Маша подумала об умершем. За фасадом успешного байера, идеального партнера, увлеченного исследователя криминальных историй прятался парень, который снимал порно, подавлял волю Насти и жестоко обращался с ней, раскапывал старые уголовные дела ради популярности и наживы. Он погиб из-за цепочки на первый взгляд не связанных между собой событий. Эмилия и Яна, если не врали, действовали порознь, не имели умысла на убийство. Кем были настоящие злодеи в этой мутной истории? Вдруг их уже покарали судьба, некое божество или эфемерная справедливость?
Маша не могла найти точного ответа, наблюдала за бесновавшейся стихией, размышляла над трагедиями Волгина-младшего, Кадошова и собственной участью. Она понимала: разъяренный одногруппник наверняка бы причинил ей вред и, если бы она, отбиваясь, покалечила его, пошел бы в полицию. Ее бы осудили за превышение пределов необходимой обороны. Разум подсказывал, что она не должна была изводиться, но убийство человека, пусть и почти преступника, не могло пройти бесследно. Иногда ее, как и любую жертву насилия, отравляли вопиющие мысли: «Может, я дала ему надежду? Вела себя двусмысленно? Нарывалась?» Маша прекрасно знала, что все было иначе. Она общалась с Артемом только ради помощи в учебе, но каждый раз, видя новости про изнасилования и намеки, будто пострадавшая сама виновата, злилась на авторов подобного бреда, а в минуты слабости начинала сомневаться в себе. Самокопания сводились к вопросу о том, стала бы ее жизнь лучше, если бы Артем уцелел? Она была уверена в обратном. Яна будто попала в похожие обстоятельства. Живой Волгин не оставил бы ее в покое.

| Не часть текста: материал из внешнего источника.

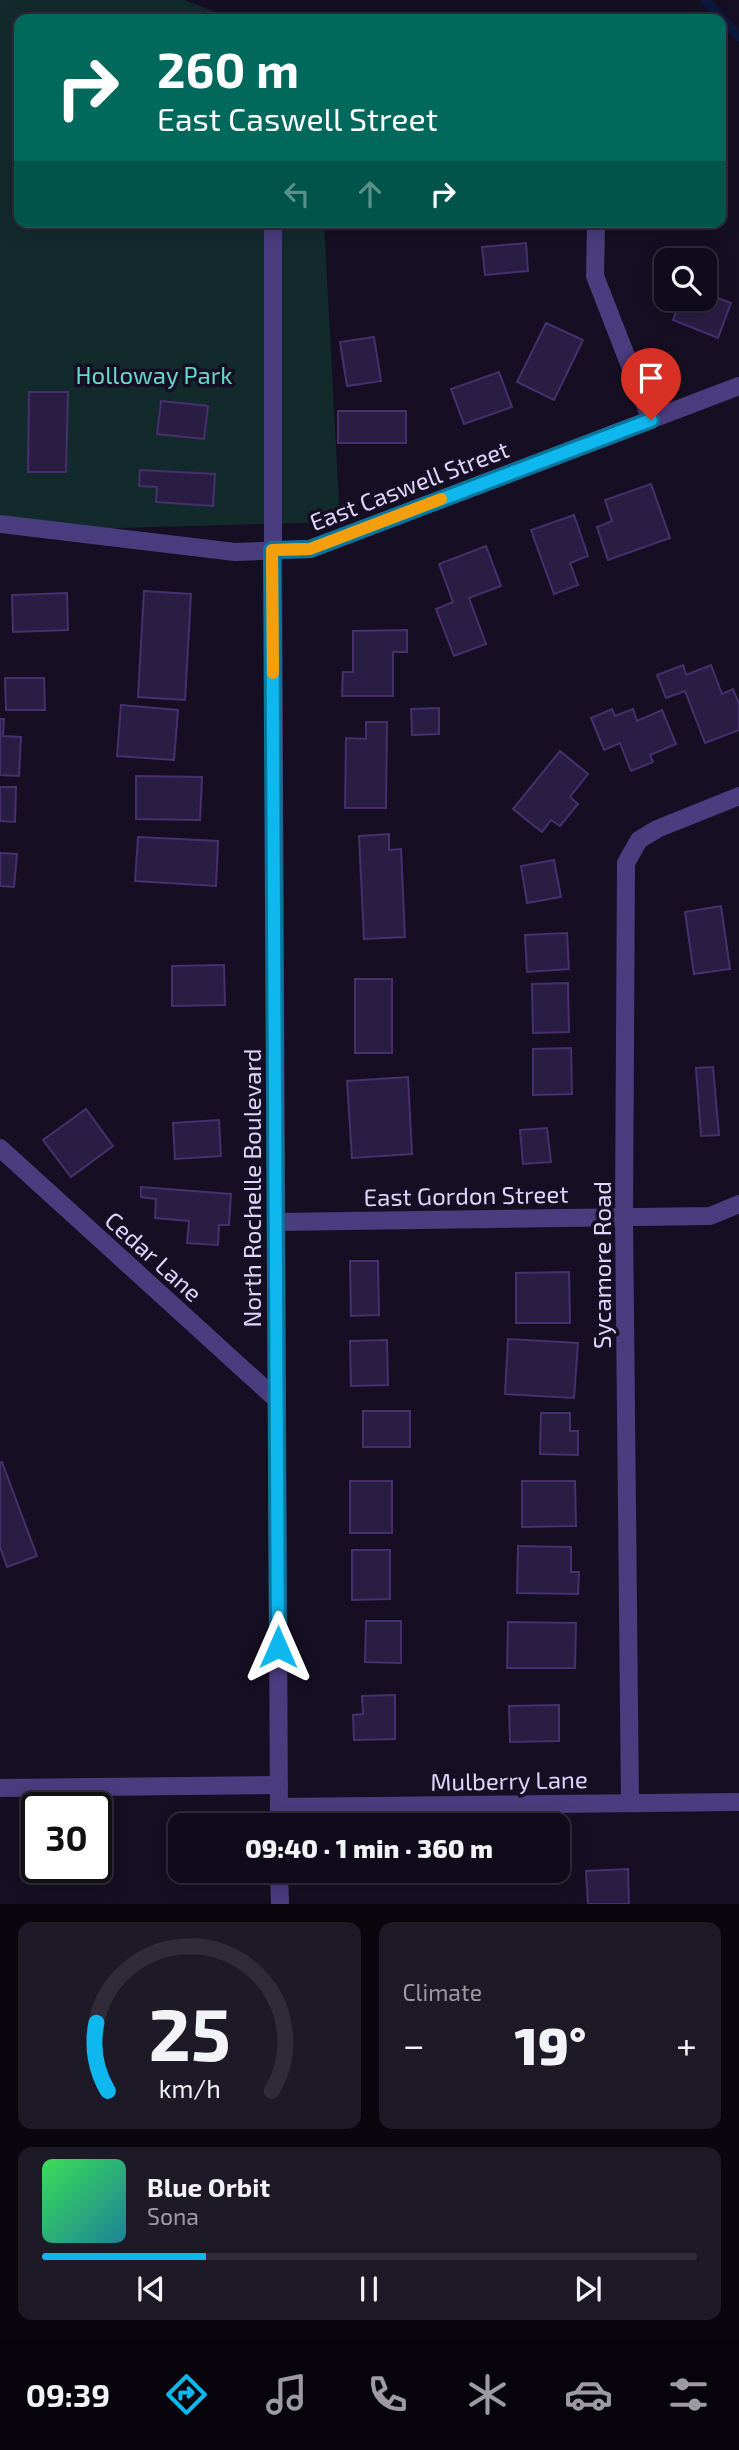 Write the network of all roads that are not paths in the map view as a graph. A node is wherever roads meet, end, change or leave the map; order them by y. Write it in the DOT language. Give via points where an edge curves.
graph roads {
  1 [pos="273,228"];
  2 [pos="596,228"];
  3 [pos="739,386"];
  4 [pos="651,420"];
  5 [pos="0,524"];
  6 [pos="272,550"];
  7 [pos="739,796"];
  8 [pos="0,1148"];
  9 [pos="739,1204"];
  10 [pos="624,1217"];
  11 [pos="276,1222"];
  12 [pos="276,1399"];
  13 [pos="279,1785"];
  14 [pos="0,1788"];
  15 [pos="739,1802"];
  16 [pos="630,1803"];
  17 [pos="279,1807"];
  18 [pos="279,1813"];
  19 [pos="279,1883"];
  20 [pos="280,1904"];
  1 -- 6 [label="street, North Rochelle Boulevard"];
  2 -- 4 [label="street" via="595,276"];
  3 -- 4 [label="street, East Caswell Street"];
  4 -- 6 [label="street, East Caswell Street" via="310,549"];
  5 -- 6 [label="street, East Caswell Street" via="235,552"];
  6 -- 11 [label="street, North Rochelle Boulevard"];
  7 -- 10 [label="street, Sycamore Road" via="657,829 639,840 626,863"];
  8 -- 12 [label="street, Cedar Lane"];
  9 -- 10 [label="street, East Gordon Street" via="710,1216"];
  10 -- 11 [label="street, East Gordon Street"];
  10 -- 16 [label="street, Sycamore Road"];
  11 -- 12 [label="street, North Rochelle Boulevard"];
  12 -- 13 [label="street, North Rochelle Boulevard"];
  13 -- 14 [label="street"];
  13 -- 17 [label="street, North Rochelle Boulevard"];
  15 -- 16 [label="street, Mulberry Lane"];
  16 -- 17 [label="street, Mulberry Lane"];
  17 -- 18 [label="street, North Rochelle Boulevard"];
  19 -- 20 [label="street"];
}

Снег клубился в воздухе, затем укрывал землю. Воображение нарисовало, как по весне сугробы растаяли, превратились в воду и ручьи обогнули посветлевший, отремонтированный корпус, чтобы напитать растения, а зимой вновь укутать мир белой пеленой. Если то, что замораживало и убивало, в конце приносило пользу,
может, и для оступившегося человека не все было потеряно?* * *
Через пару часов прибыли рабочие. Эмилию и Настю увезли в ближайшую больницу. Бригадир Иосиф, крепкий мужчина средних лет, спокойно отреагировал на новость о трупе, посчитав Глеба «очередным передознувшимся нариком», вызвал полицию, собрал студентов в зале и разразился речью о вреде наркотиков. После двух-трех слов звучали маты, что придавало сказанному больший вес. Новость о Василии произвела на него эффект разорвавшейся бомбы. Маша хмыкнула: «Иосифа шокировал бомж, а не покойник? Странные приоритеты».

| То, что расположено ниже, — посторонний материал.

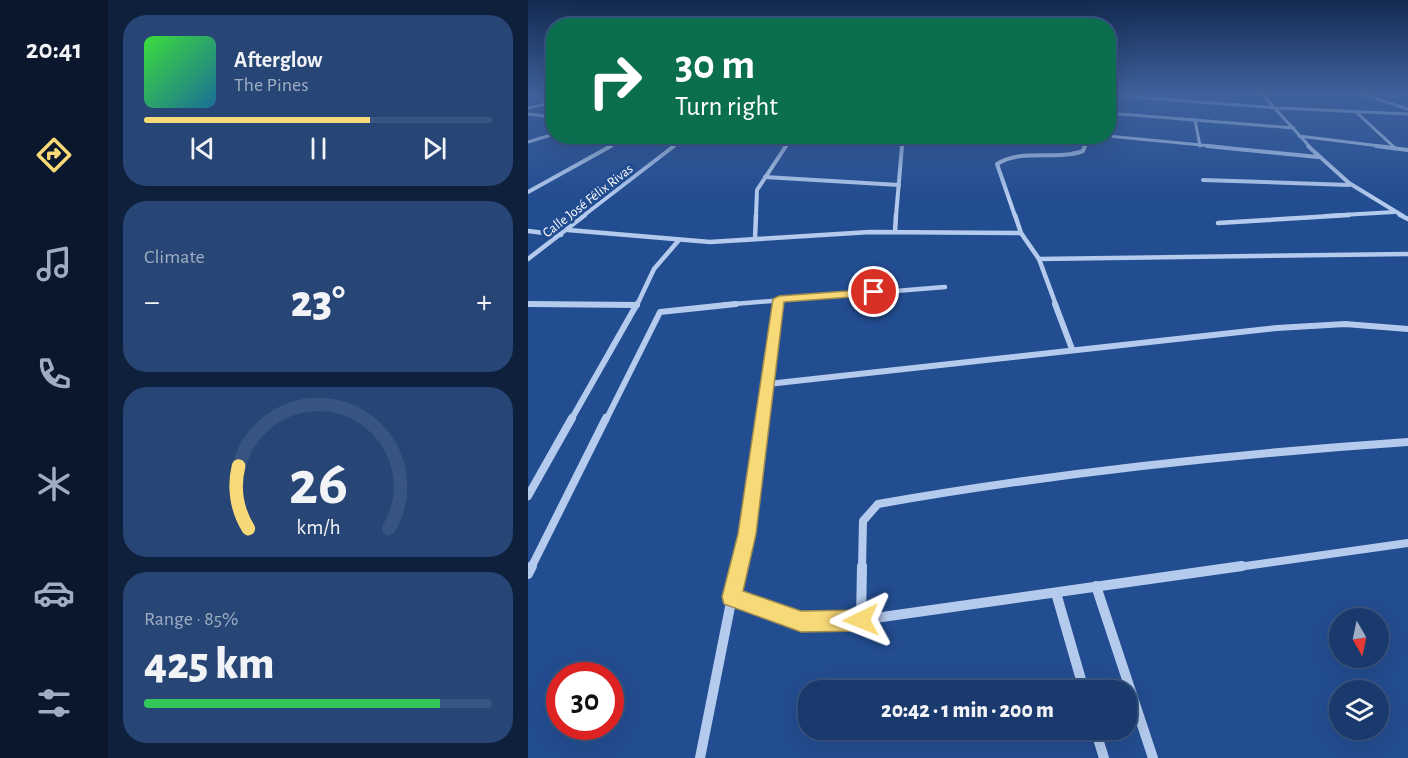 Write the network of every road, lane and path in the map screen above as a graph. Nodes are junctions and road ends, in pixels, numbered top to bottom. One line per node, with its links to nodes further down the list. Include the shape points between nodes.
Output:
1 (1197, 128): 14 (street)
2 (1287, 128): 4 (street)
3 (1374, 128): 15 (street)
4 (1294, 129): 6 (street)
5 (546, 136): 8 (street)
6 (1299, 136): 15 (street); 17 (street)
7 (1116, 137): 14 (street)
8 (528, 142)
9 (615, 144): 22 (street)
10 (677, 144): 26 (street, Calle José Félix Rivas)
11 (788, 144): 18 (street)
12 (902, 144): 20 (street)
13 (1086, 144): 29 (street, via 1083,152 1076,155 998,162)
14 (1200, 146): 17 (street)
15 (1394, 147): 16 (street)
16 (1408, 150)
17 (1318, 157): 21 (street)
18 (765, 177): 20 (street); 32 (street, via 757,190)
19 (1203, 180): 21 (street)
20 (899, 184): 28 (street)
21 (1349, 185): 23 (street)
22 (528, 192)
23 (1395, 212): 24 (street); 25 (street)
24 (1408, 218)
25 (1218, 223)
26 (568, 230): 30 (street, Calle José Félix Rivas); 31 (street)
27 (528, 231): 30 (street)
28 (896, 232): 29 (street); 32 (street)
29 (1021, 233): 35 (street)
30 (561, 235): 34 (street, Calle José Félix Rivas)
31 (679, 239): 32 (street); 39 (street, via 661,258)
32 (755, 239)
33 (1408, 254): 35 (street)
34 (528, 259)
35 (1040, 259): 41 (street)
36 (945, 287): 37 (street)
37 (779, 299): 42 (street); 46 (street, via 660,312)
38 (528, 304): 39 (street)
39 (637, 305): 44 (street)
40 (1408, 329): 41 (street, via 1345,324)
41 (1072, 348): 42 (street)
42 (768, 384): 49 (street, via 747,534)
43 (1408, 442): 50 (street, via 1130,465 878,504 863,520)
44 (528, 496)
45 (1408, 543): 47 (street)
46 (528, 574)
47 (1096, 586): 48 (street); 55 (street)
48 (1056, 593): 50 (street); 51 (street)
49 (732, 597): 50 (street, via 801,622); 53 (street)
50 (861, 620)
51 (1081, 680)
52 (1098, 740): 54 (street)
53 (700, 758)
54 (1104, 758)
55 (1153, 758)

– Пусть ваш главный все разруливает, – пробасил бригадир. – Щас приедет. У нас зачмуриловка, сроки горят, не до ваших разборок. Лады?
Приняв молчание за согласие, он размашистым шагом двинул туда, где заперли бездомного. Вскоре из помещения донеслась отборная брань. На миг Маша пожалела Василия, но, вспомнив его выходки и так называемые розыгрыши, посуровела.
– Маш, – прошептал мрачный Женя. – Ты как?
– Бывало и лучше, – ответила она, затем вежливо спросила о его состоянии и настроении.
– Мне очень плохо, – тяжело вздохнул тот. – Голова трещит. Видимо, перепил. Почти неделю не просыхаю. Эх, старость.
Маша усмехнулась.
– Завязывай, – строго сказала Динара. – Такими темпами тебя скоро закодируют.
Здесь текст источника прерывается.